Copy out, from the entries below, each line that holds the string "Lane".
┌────────
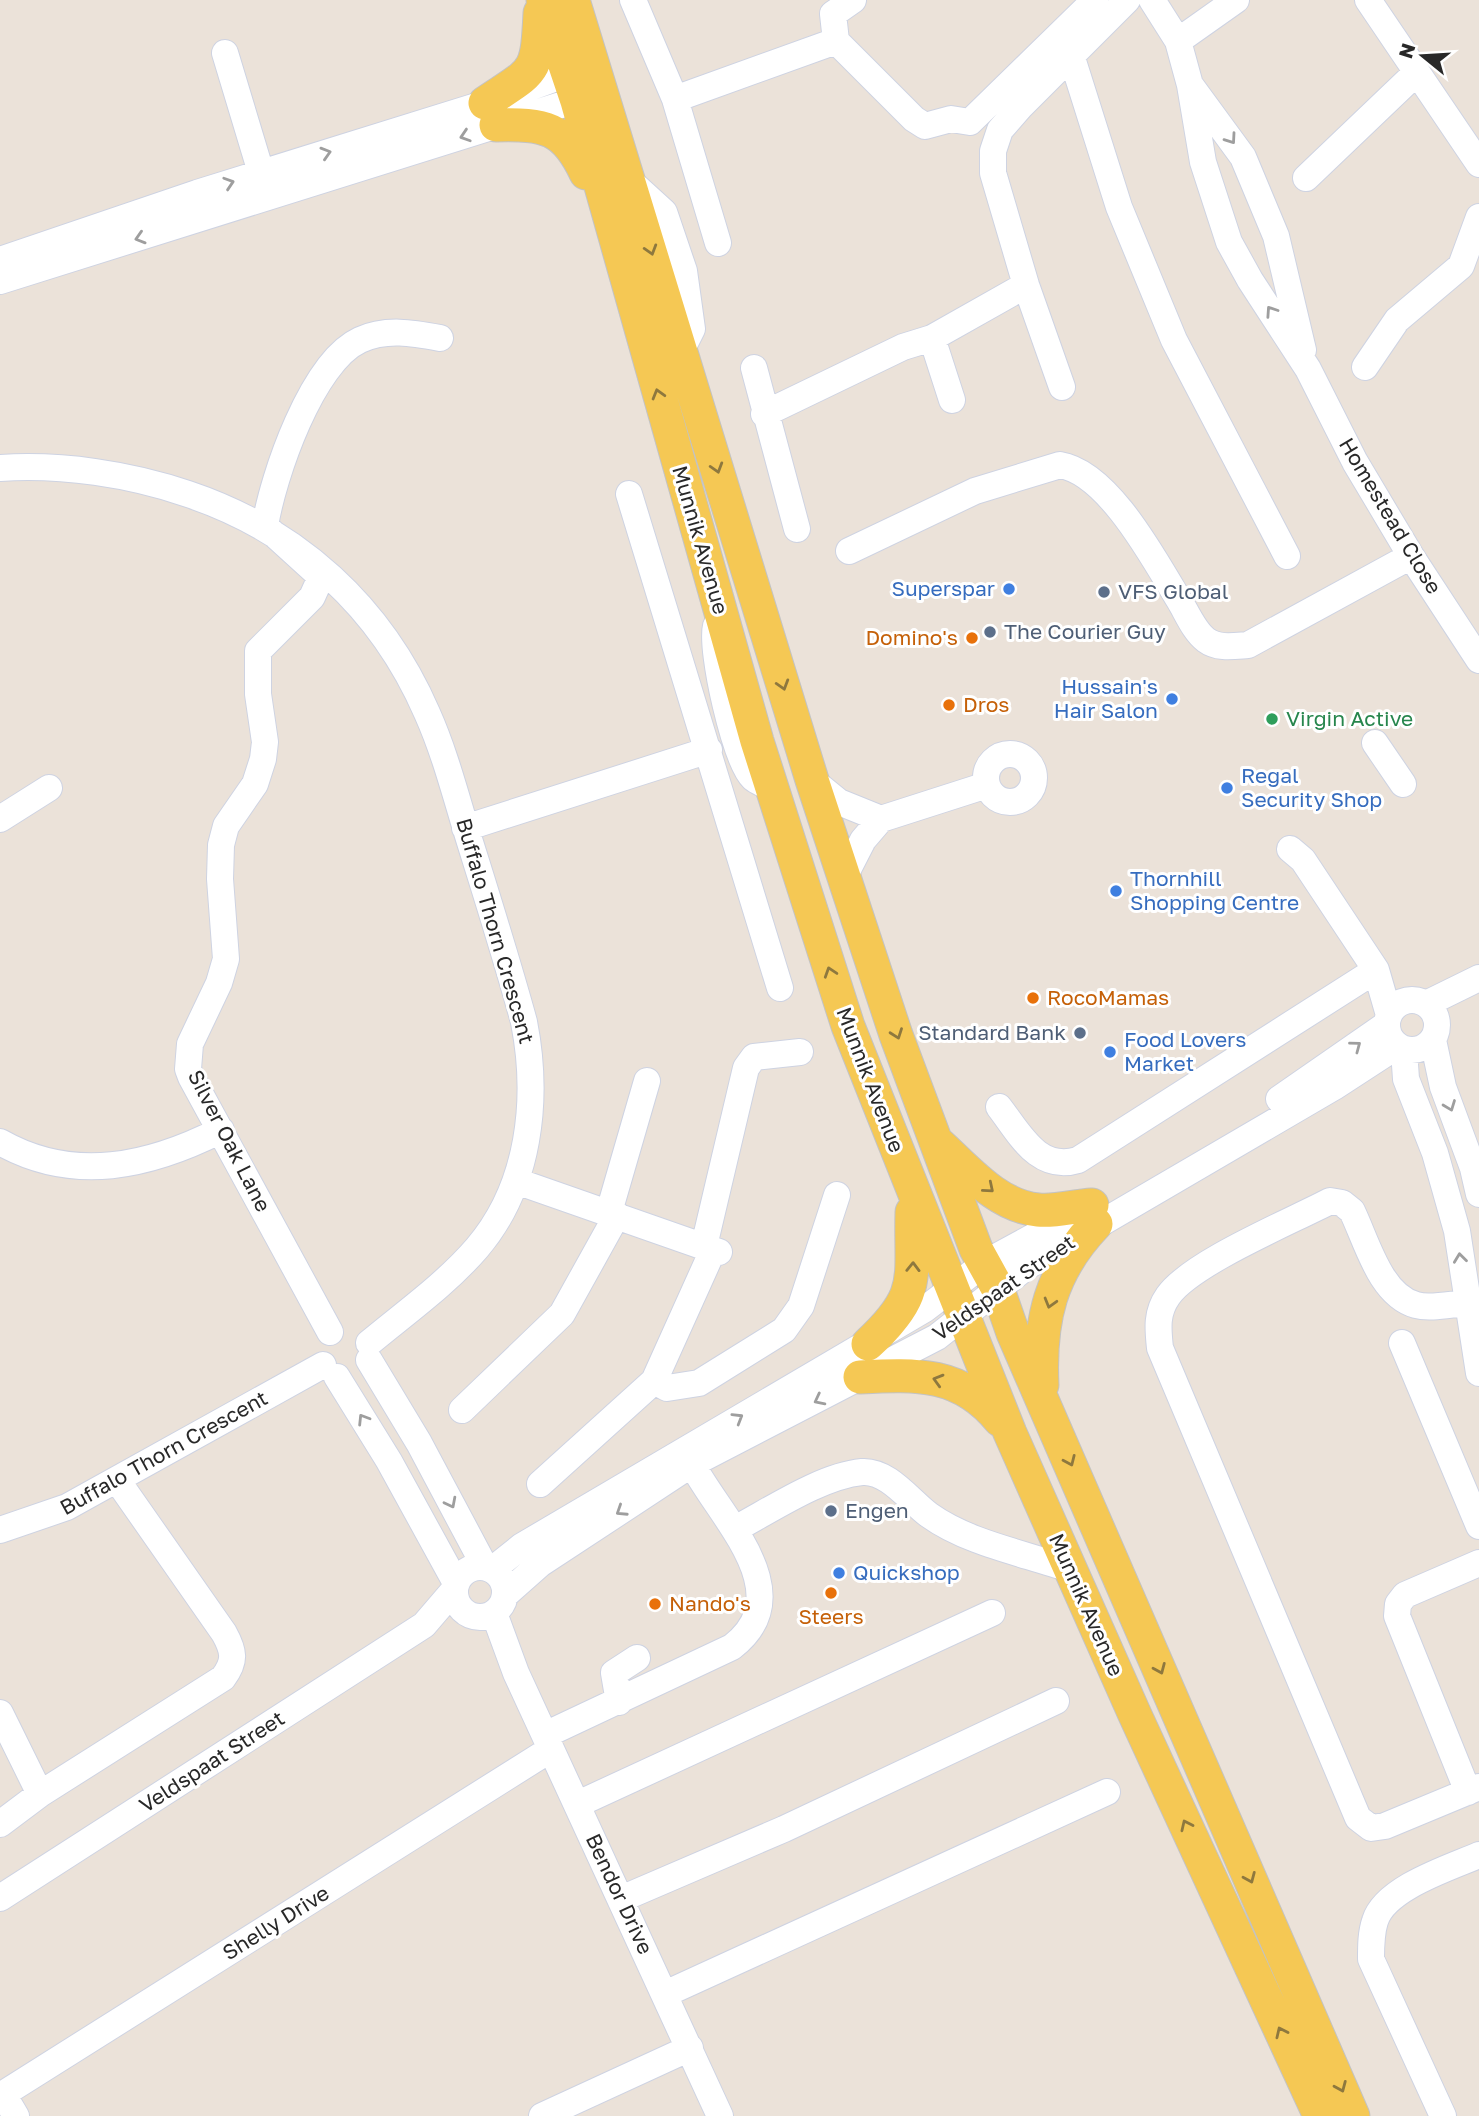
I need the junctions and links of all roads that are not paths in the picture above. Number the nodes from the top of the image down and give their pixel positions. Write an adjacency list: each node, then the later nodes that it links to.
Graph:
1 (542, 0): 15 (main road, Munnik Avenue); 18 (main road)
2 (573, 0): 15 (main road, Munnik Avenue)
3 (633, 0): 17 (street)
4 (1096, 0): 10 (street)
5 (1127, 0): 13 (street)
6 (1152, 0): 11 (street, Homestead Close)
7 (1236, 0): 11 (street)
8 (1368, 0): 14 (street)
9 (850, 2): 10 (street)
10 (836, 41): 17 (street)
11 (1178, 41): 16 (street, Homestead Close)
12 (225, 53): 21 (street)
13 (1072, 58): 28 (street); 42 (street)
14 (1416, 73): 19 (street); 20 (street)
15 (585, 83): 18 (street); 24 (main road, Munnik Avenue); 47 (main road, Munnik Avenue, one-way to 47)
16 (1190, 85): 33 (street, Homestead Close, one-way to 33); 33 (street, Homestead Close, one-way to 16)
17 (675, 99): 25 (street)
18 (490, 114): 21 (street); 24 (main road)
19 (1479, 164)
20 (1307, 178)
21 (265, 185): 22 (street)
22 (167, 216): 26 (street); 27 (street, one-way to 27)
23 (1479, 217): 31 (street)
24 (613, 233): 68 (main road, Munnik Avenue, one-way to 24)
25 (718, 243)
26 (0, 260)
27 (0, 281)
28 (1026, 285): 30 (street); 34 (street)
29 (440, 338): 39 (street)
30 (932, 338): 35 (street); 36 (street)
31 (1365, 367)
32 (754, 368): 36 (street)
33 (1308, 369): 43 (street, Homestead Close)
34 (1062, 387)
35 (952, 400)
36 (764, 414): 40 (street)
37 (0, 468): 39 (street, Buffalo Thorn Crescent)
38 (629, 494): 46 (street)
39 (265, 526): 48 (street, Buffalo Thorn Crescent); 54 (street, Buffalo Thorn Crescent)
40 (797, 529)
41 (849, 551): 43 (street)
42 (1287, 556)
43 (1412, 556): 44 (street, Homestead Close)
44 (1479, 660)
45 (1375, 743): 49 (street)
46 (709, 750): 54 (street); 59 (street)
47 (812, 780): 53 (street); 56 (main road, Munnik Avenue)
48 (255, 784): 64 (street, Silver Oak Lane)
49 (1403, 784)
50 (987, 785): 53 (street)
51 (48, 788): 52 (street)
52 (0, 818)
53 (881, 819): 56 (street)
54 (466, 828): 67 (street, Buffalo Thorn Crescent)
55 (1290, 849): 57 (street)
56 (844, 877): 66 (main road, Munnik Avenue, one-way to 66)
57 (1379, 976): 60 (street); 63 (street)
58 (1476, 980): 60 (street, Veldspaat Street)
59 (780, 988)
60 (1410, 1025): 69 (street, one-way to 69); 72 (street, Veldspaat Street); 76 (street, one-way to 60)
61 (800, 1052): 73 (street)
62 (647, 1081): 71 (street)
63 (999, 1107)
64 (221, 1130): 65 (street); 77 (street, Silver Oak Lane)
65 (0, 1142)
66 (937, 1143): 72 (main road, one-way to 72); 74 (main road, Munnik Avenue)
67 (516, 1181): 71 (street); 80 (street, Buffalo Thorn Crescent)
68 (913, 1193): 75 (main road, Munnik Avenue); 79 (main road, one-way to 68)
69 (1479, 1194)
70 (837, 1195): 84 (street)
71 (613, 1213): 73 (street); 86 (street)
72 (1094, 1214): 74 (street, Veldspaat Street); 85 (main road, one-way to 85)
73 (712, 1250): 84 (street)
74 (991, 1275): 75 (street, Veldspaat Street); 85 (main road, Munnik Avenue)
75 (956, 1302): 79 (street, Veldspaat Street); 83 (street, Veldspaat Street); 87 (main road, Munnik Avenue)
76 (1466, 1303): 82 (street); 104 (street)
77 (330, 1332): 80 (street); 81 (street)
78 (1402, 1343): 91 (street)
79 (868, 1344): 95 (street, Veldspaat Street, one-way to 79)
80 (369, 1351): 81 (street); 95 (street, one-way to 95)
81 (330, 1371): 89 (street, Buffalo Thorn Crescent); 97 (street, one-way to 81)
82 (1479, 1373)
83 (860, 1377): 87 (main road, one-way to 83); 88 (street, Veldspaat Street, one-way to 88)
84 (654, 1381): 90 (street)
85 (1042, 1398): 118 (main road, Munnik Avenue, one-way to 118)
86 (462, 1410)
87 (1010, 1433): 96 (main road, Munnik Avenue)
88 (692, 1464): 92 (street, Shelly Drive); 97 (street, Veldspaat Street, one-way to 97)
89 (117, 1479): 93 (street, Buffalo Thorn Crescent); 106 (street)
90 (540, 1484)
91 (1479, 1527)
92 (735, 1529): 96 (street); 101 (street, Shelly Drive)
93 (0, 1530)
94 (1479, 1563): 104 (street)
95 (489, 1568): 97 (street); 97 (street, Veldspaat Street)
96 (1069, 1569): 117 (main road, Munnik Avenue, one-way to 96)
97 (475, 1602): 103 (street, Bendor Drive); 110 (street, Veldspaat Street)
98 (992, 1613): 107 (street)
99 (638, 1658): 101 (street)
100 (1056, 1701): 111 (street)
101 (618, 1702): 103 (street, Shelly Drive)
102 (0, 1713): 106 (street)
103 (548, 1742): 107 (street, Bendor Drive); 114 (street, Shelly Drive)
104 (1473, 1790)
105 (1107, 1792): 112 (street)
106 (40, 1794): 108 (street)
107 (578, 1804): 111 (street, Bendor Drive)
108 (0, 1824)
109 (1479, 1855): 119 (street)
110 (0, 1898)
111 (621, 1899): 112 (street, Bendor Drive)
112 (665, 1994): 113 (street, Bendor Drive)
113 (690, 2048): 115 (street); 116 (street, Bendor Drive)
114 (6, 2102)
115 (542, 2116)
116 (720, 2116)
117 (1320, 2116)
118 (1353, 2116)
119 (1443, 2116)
└────────
> SOLUTION TO THIS PROBLEM:
48 (255, 784): 64 (street, Silver Oak Lane)
64 (221, 1130): 65 (street); 77 (street, Silver Oak Lane)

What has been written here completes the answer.